- WHAT YOU HAVE TO DO:
Each line in the entries below that holds the string "than" must be copied.

┌────────

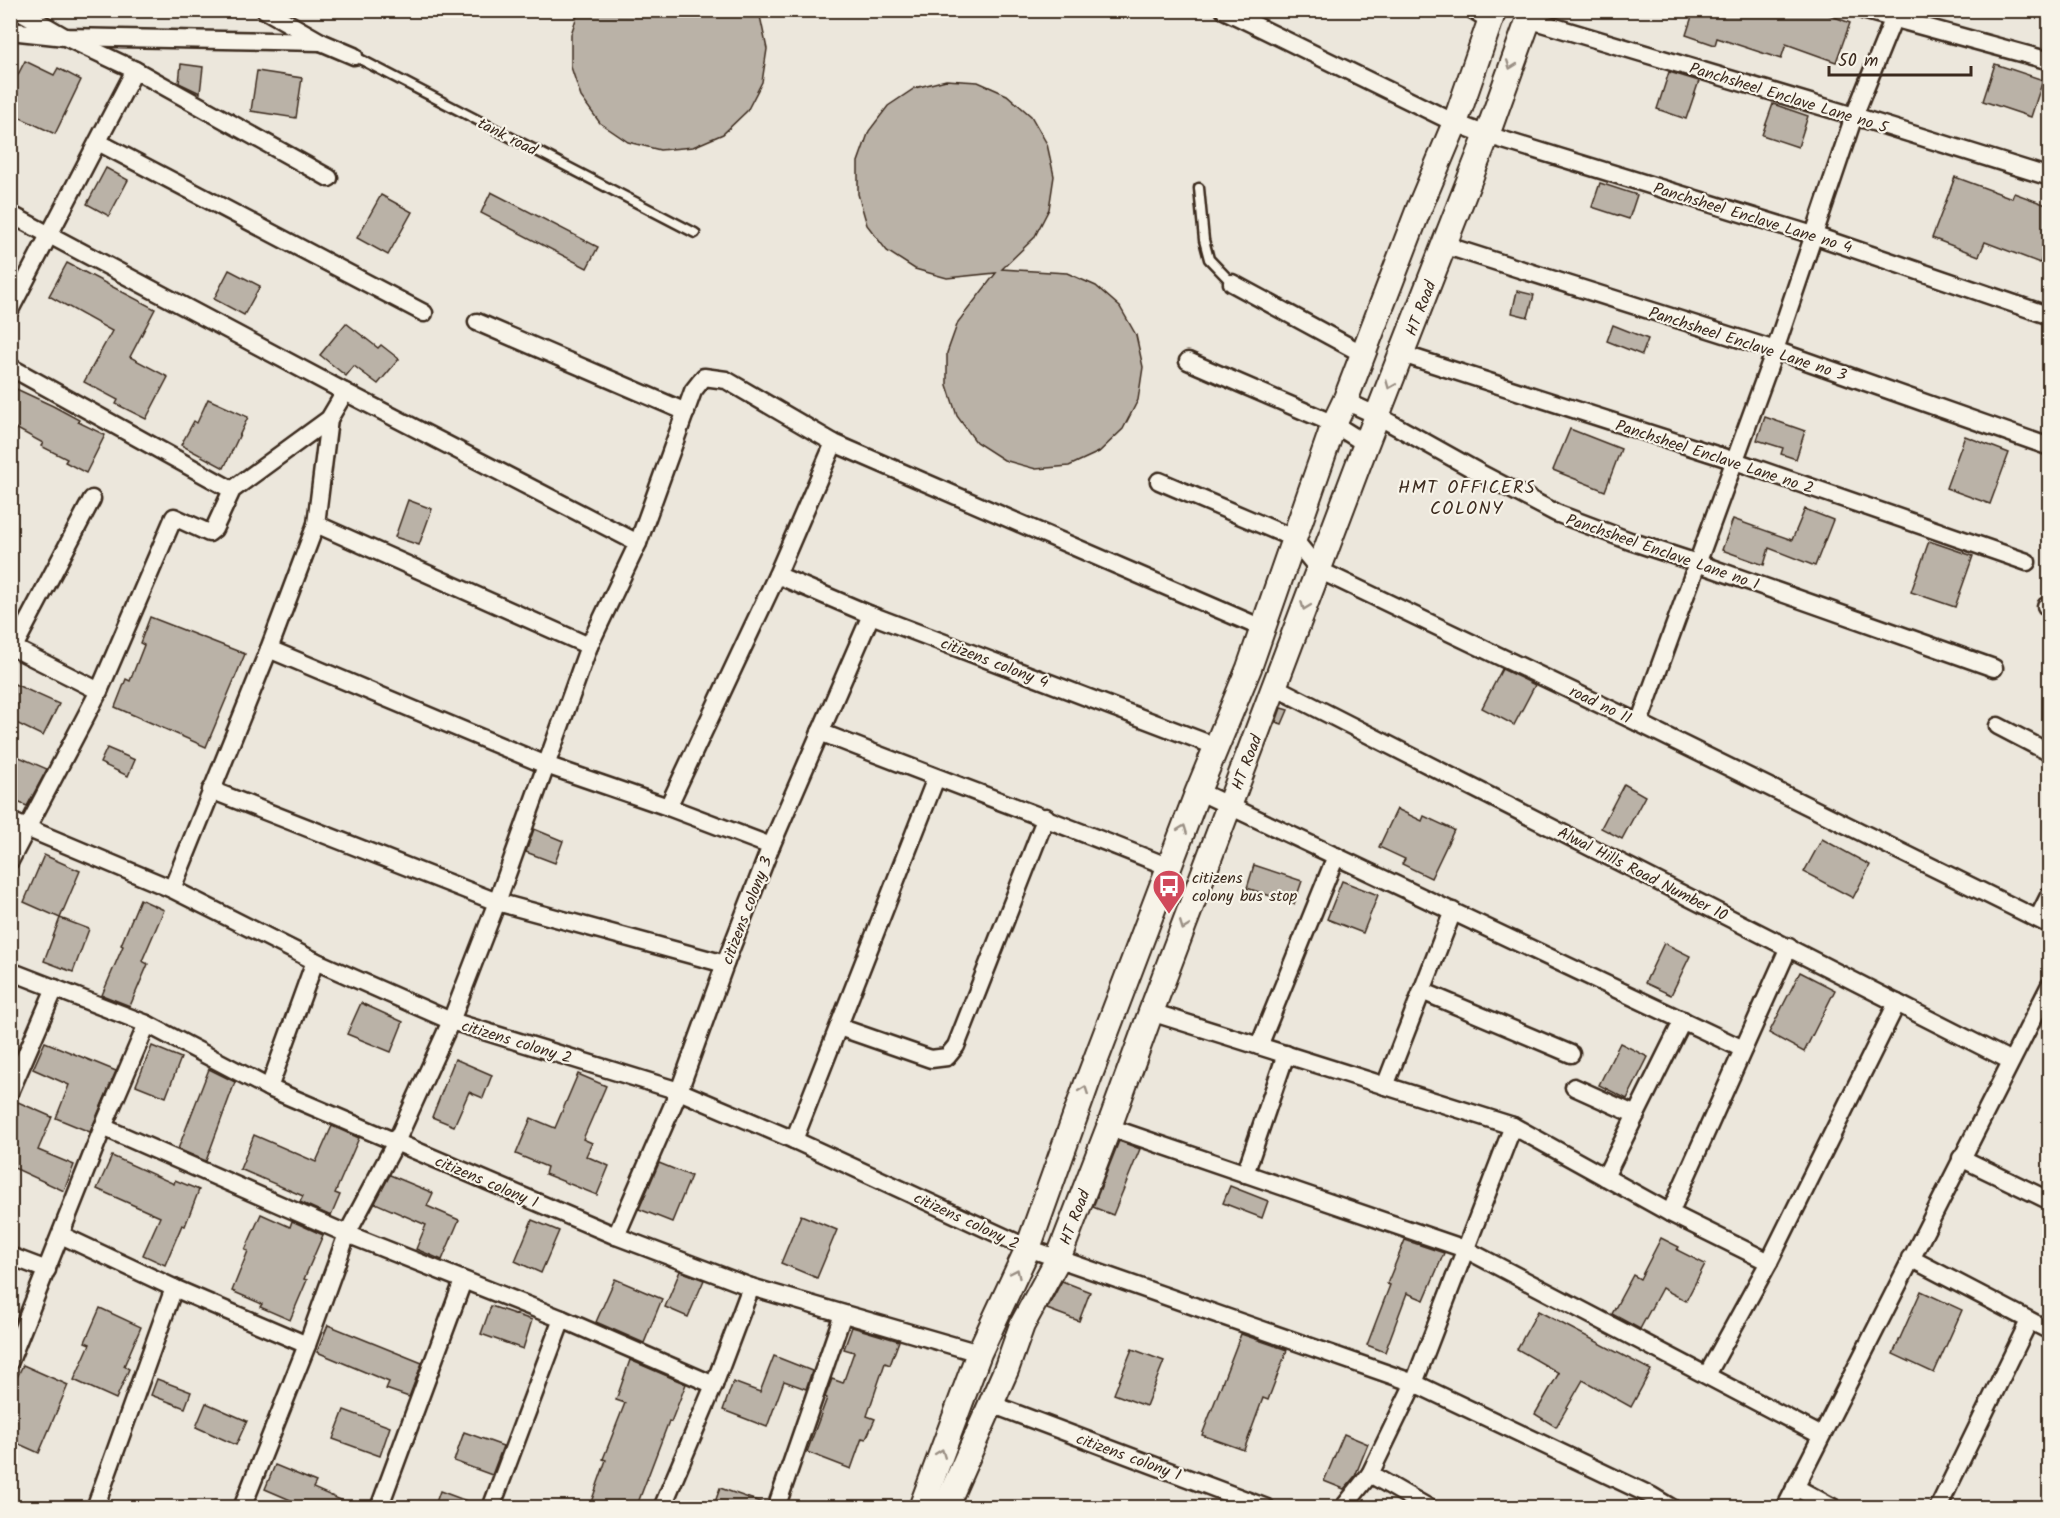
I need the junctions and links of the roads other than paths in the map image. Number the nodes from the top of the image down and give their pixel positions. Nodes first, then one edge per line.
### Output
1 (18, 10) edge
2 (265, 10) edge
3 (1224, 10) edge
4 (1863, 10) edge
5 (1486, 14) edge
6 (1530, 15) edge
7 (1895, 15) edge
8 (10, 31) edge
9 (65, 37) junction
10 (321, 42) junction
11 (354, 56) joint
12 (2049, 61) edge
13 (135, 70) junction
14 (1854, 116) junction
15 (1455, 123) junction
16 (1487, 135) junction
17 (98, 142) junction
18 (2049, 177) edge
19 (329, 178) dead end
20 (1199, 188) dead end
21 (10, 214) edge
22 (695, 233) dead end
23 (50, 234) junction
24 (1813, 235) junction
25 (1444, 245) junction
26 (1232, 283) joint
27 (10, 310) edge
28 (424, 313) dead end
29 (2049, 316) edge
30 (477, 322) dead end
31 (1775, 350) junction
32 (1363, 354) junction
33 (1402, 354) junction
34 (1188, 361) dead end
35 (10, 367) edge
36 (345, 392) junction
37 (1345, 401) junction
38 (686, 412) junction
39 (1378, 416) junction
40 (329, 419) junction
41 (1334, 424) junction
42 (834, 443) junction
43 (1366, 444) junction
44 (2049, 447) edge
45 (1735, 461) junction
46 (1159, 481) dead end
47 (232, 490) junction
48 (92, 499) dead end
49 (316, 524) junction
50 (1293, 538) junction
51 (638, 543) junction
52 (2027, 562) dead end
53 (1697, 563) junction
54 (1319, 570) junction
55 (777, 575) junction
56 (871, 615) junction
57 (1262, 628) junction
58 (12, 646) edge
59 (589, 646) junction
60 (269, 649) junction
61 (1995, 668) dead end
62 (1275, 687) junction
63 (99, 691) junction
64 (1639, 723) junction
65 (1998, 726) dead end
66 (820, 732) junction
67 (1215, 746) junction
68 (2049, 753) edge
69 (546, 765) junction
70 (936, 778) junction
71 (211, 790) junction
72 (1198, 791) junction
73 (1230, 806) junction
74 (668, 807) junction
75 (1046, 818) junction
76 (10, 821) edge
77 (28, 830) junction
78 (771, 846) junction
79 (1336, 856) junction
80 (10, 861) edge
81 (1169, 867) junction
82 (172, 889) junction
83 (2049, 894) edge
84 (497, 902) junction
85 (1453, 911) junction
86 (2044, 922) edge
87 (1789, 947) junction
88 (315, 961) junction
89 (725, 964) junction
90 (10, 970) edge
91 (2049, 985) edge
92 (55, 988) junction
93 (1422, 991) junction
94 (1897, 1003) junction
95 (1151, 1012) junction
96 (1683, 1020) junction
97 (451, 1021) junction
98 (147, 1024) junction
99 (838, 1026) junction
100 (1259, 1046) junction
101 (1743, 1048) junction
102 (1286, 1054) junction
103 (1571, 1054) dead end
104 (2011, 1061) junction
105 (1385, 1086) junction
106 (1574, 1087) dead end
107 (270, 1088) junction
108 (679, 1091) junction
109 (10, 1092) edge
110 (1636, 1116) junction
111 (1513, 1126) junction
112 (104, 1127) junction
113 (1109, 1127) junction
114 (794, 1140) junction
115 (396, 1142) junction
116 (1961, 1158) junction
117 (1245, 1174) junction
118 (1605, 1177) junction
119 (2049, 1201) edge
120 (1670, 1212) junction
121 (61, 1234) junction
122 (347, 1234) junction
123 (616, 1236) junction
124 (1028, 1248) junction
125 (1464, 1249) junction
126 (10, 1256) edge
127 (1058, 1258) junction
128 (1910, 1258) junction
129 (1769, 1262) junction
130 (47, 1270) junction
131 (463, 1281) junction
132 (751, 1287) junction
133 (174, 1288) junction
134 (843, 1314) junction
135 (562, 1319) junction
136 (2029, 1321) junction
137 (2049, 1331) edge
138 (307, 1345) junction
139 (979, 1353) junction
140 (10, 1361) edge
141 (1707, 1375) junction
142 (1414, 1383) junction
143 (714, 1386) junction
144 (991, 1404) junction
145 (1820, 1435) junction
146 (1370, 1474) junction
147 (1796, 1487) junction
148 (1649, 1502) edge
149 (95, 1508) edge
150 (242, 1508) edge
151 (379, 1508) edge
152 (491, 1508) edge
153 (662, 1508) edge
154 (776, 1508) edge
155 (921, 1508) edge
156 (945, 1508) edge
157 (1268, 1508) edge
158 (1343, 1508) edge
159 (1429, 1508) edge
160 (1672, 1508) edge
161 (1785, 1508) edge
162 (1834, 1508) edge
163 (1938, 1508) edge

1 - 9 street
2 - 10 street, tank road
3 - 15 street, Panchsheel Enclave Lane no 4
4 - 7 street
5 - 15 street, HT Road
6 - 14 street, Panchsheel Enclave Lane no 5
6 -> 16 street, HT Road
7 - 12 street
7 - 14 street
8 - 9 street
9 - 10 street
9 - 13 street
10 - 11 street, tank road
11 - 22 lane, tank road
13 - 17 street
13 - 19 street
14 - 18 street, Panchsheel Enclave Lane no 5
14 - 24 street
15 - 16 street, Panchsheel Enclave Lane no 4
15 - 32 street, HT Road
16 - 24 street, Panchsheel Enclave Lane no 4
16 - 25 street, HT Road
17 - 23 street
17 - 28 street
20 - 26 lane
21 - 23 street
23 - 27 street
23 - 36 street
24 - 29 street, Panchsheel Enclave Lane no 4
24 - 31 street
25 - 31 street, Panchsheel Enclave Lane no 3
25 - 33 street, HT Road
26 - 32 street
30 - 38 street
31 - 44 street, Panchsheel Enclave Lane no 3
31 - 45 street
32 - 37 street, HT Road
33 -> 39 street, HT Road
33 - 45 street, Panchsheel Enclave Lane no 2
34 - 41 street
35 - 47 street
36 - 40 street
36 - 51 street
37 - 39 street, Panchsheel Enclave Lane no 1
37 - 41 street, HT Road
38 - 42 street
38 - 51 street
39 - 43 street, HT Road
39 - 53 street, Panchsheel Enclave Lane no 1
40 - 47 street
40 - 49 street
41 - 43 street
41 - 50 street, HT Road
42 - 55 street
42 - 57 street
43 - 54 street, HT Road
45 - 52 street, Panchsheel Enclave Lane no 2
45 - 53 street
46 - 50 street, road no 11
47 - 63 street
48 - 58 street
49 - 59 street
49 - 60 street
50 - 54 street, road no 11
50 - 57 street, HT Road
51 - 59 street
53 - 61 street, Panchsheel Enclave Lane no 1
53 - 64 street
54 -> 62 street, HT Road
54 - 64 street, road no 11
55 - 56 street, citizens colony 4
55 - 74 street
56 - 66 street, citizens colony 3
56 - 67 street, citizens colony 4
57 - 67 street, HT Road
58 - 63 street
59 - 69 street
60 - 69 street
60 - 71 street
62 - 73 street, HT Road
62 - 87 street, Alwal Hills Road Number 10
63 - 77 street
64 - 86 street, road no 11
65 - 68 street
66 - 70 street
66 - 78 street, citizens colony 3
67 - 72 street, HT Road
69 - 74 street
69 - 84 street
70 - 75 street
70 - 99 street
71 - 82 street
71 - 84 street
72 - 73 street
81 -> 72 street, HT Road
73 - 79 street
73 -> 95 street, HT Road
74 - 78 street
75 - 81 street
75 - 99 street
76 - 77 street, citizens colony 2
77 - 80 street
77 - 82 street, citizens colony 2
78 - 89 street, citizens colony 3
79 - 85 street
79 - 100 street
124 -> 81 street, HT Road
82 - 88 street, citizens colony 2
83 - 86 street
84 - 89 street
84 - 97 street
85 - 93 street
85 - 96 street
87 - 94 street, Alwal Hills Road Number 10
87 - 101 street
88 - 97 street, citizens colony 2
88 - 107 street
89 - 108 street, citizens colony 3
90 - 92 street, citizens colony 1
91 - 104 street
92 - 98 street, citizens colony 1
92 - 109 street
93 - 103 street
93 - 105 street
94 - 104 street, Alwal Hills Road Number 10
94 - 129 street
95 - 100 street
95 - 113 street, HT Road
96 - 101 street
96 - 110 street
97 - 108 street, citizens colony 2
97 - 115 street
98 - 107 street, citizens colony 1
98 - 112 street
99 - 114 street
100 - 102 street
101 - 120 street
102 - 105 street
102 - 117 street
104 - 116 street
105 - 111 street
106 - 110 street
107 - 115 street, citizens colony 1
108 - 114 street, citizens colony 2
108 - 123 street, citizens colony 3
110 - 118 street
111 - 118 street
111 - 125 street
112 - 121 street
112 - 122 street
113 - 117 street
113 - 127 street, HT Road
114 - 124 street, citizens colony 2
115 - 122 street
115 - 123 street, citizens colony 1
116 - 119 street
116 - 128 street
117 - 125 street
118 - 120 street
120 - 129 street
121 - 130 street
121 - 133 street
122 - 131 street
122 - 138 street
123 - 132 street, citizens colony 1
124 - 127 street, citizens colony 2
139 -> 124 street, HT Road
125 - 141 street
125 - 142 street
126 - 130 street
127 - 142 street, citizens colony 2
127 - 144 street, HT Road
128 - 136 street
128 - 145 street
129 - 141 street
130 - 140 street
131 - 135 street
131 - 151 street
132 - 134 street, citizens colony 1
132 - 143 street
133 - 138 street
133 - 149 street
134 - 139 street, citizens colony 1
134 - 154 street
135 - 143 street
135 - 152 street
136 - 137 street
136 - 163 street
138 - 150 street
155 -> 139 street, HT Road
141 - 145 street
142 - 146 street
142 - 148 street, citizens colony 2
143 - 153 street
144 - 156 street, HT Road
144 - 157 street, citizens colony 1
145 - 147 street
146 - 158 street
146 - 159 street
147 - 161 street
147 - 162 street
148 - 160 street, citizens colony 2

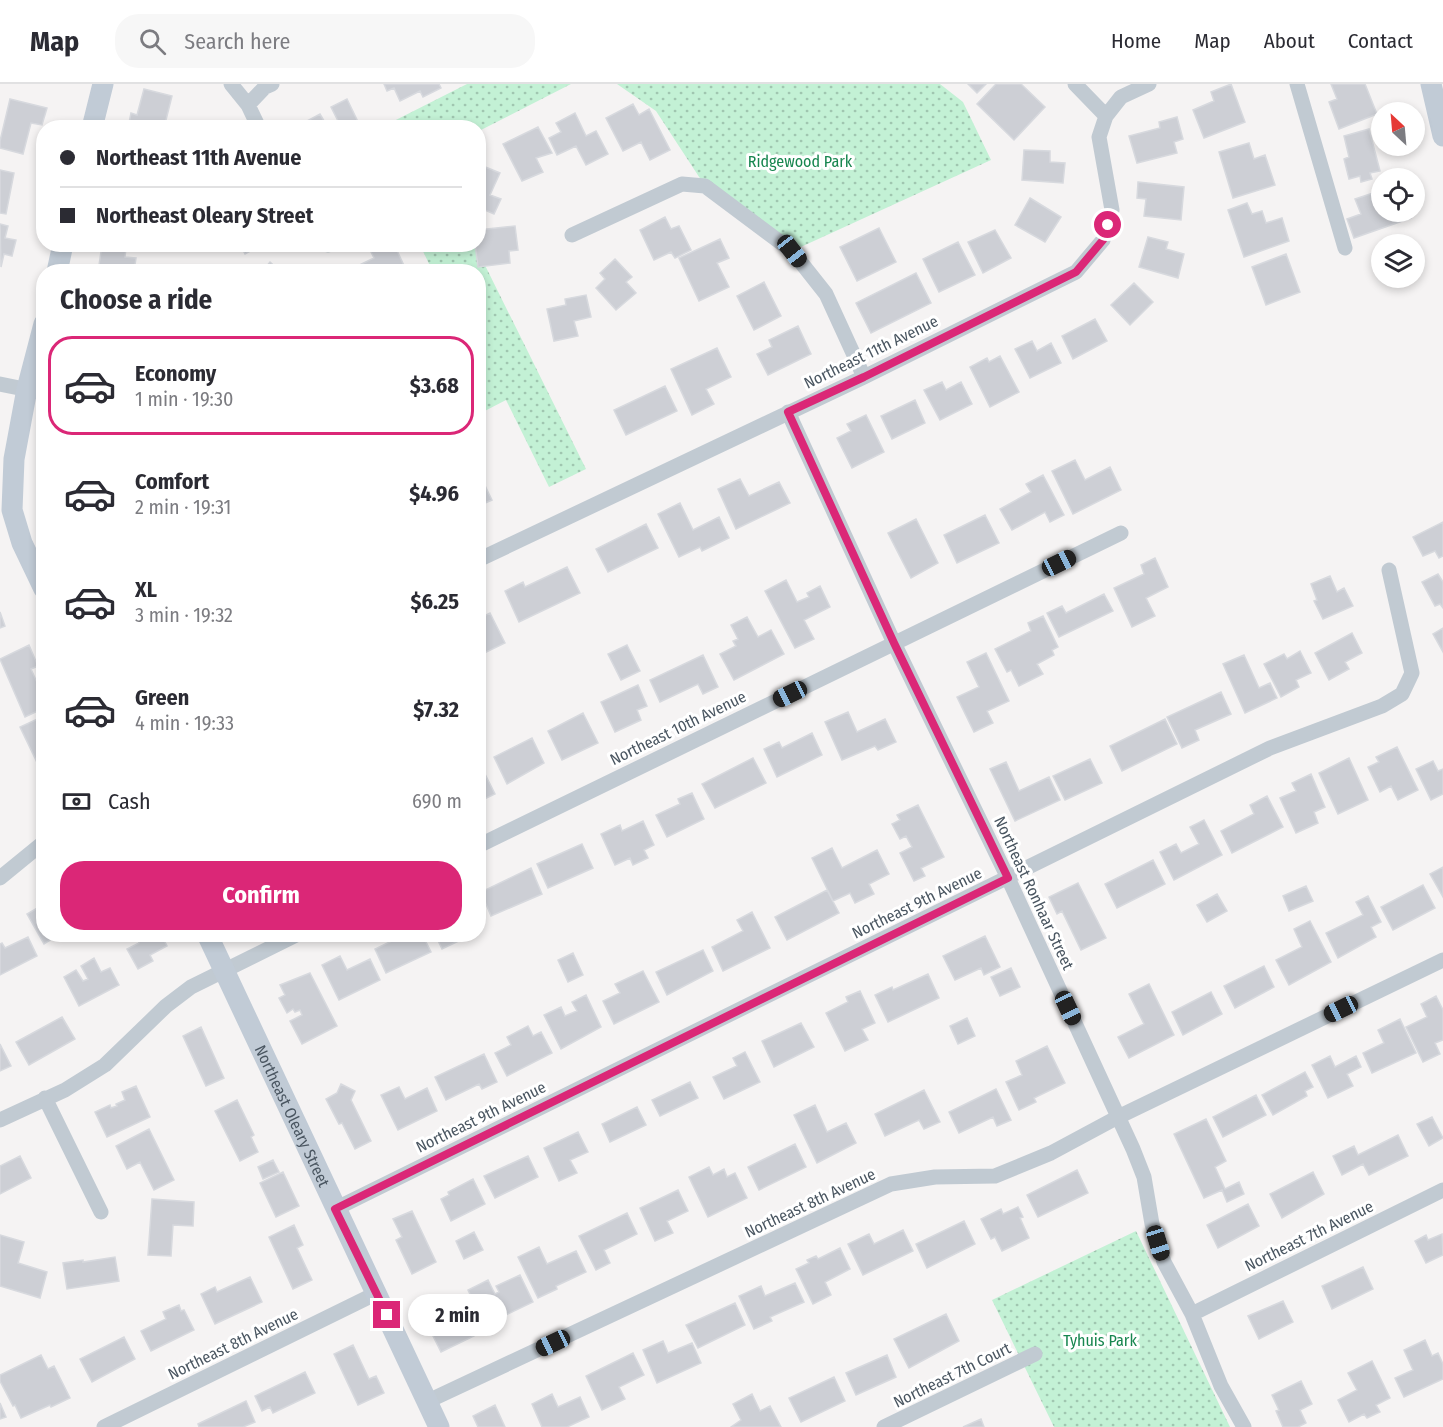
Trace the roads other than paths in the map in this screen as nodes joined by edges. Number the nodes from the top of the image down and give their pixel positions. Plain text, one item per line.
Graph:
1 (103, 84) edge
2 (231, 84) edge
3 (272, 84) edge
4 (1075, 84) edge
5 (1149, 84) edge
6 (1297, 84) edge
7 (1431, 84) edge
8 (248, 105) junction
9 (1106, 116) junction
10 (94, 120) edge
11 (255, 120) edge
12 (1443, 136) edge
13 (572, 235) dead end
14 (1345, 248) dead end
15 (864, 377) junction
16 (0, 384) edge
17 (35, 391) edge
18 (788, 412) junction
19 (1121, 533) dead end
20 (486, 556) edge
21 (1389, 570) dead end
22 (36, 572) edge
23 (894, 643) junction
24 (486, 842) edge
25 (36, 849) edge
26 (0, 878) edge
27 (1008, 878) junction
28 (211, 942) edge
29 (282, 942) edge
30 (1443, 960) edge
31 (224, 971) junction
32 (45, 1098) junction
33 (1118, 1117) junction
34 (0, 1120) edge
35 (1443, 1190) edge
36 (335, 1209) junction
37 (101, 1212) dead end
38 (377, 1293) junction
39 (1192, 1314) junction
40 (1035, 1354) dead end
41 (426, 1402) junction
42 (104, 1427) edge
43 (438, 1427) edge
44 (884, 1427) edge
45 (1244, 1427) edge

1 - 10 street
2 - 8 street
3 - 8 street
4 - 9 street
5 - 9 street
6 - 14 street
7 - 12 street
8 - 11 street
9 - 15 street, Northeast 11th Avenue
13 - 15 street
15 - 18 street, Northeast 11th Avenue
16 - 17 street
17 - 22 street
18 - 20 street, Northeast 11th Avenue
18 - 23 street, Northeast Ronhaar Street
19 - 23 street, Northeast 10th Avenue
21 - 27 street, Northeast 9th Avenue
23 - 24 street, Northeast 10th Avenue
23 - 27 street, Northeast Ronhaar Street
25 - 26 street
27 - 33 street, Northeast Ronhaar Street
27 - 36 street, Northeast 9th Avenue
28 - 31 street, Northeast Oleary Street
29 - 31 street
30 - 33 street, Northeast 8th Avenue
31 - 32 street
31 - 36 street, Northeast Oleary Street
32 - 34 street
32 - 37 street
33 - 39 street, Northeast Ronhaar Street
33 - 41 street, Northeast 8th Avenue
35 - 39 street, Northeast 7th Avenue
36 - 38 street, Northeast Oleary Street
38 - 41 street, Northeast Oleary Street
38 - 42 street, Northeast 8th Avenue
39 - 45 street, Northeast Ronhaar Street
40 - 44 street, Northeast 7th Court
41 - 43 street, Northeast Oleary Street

└────────

- SOLVED PROBLEM:
I need the junctions and links of the roads other than paths in the map image. Number the nodes from the top of the image down and give their pixel positions. Nodes first, then one edge per line.
Trace the roads other than paths in the map in this screen as nodes joined by edges. Number the nodes from the top of the image down and give their pixel positions. Plain text, one item per line.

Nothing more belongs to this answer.